### Exercise requirements
Nothing less than an exact copy of all the records is required.

### The data
---

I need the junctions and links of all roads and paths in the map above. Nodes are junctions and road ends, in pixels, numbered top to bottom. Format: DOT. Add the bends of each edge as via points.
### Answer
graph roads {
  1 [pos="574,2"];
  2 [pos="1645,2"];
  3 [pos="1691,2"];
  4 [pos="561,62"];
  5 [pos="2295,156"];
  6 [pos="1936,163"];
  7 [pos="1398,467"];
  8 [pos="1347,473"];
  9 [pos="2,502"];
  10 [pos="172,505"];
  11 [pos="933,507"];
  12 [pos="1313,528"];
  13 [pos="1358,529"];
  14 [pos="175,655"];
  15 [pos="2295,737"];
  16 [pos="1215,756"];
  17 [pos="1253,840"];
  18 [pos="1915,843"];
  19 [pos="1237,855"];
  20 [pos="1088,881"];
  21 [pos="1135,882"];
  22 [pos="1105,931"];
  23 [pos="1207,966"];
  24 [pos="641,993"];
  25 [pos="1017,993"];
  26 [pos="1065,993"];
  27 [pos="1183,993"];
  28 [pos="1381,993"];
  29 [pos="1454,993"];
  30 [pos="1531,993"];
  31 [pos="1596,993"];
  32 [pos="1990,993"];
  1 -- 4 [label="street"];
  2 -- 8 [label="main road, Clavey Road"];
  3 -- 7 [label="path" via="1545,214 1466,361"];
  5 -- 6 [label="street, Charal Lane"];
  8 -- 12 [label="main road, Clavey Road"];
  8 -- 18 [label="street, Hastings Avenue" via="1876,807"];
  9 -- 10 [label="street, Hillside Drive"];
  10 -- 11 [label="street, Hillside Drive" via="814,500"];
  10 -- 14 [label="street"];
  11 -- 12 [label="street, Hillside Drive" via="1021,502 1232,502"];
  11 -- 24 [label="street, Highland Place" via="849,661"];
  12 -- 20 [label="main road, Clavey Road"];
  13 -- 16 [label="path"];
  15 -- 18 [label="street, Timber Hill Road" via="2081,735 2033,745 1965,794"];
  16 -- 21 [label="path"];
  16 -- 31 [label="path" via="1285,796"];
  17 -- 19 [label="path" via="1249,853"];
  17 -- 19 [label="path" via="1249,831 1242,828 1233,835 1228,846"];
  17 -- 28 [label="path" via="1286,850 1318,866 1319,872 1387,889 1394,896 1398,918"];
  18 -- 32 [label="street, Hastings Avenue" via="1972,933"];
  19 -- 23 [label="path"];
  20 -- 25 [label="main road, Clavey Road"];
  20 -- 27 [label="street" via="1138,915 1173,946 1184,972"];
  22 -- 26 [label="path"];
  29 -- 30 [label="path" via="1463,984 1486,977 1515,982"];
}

---

### Response to the task
I need the junctions and links of all roads and paths in the map above. Nodes are junctions and road ends, in pixels, numbered top to bottom. Format: DOT. Add the bends of each edge as via points.
### Answer
graph roads {
  1 [pos="574,2"];
  2 [pos="1645,2"];
  3 [pos="1691,2"];
  4 [pos="561,62"];
  5 [pos="2295,156"];
  6 [pos="1936,163"];
  7 [pos="1398,467"];
  8 [pos="1347,473"];
  9 [pos="2,502"];
  10 [pos="172,505"];
  11 [pos="933,507"];
  12 [pos="1313,528"];
  13 [pos="1358,529"];
  14 [pos="175,655"];
  15 [pos="2295,737"];
  16 [pos="1215,756"];
  17 [pos="1253,840"];
  18 [pos="1915,843"];
  19 [pos="1237,855"];
  20 [pos="1088,881"];
  21 [pos="1135,882"];
  22 [pos="1105,931"];
  23 [pos="1207,966"];
  24 [pos="641,993"];
  25 [pos="1017,993"];
  26 [pos="1065,993"];
  27 [pos="1183,993"];
  28 [pos="1381,993"];
  29 [pos="1454,993"];
  30 [pos="1531,993"];
  31 [pos="1596,993"];
  32 [pos="1990,993"];
  1 -- 4 [label="street"];
  2 -- 8 [label="main road, Clavey Road"];
  3 -- 7 [label="path" via="1545,214 1466,361"];
  5 -- 6 [label="street, Charal Lane"];
  8 -- 12 [label="main road, Clavey Road"];
  8 -- 18 [label="street, Hastings Avenue" via="1876,807"];
  9 -- 10 [label="street, Hillside Drive"];
  10 -- 11 [label="street, Hillside Drive" via="814,500"];
  10 -- 14 [label="street"];
  11 -- 12 [label="street, Hillside Drive" via="1021,502 1232,502"];
  11 -- 24 [label="street, Highland Place" via="849,661"];
  12 -- 20 [label="main road, Clavey Road"];
  13 -- 16 [label="path"];
  15 -- 18 [label="street, Timber Hill Road" via="2081,735 2033,745 1965,794"];
  16 -- 21 [label="path"];
  16 -- 31 [label="path" via="1285,796"];
  17 -- 19 [label="path" via="1249,853"];
  17 -- 19 [label="path" via="1249,831 1242,828 1233,835 1228,846"];
  17 -- 28 [label="path" via="1286,850 1318,866 1319,872 1387,889 1394,896 1398,918"];
  18 -- 32 [label="street, Hastings Avenue" via="1972,933"];
  19 -- 23 [label="path"];
  20 -- 25 [label="main road, Clavey Road"];
  20 -- 27 [label="street" via="1138,915 1173,946 1184,972"];
  22 -- 26 [label="path"];
  29 -- 30 [label="path" via="1463,984 1486,977 1515,982"];
}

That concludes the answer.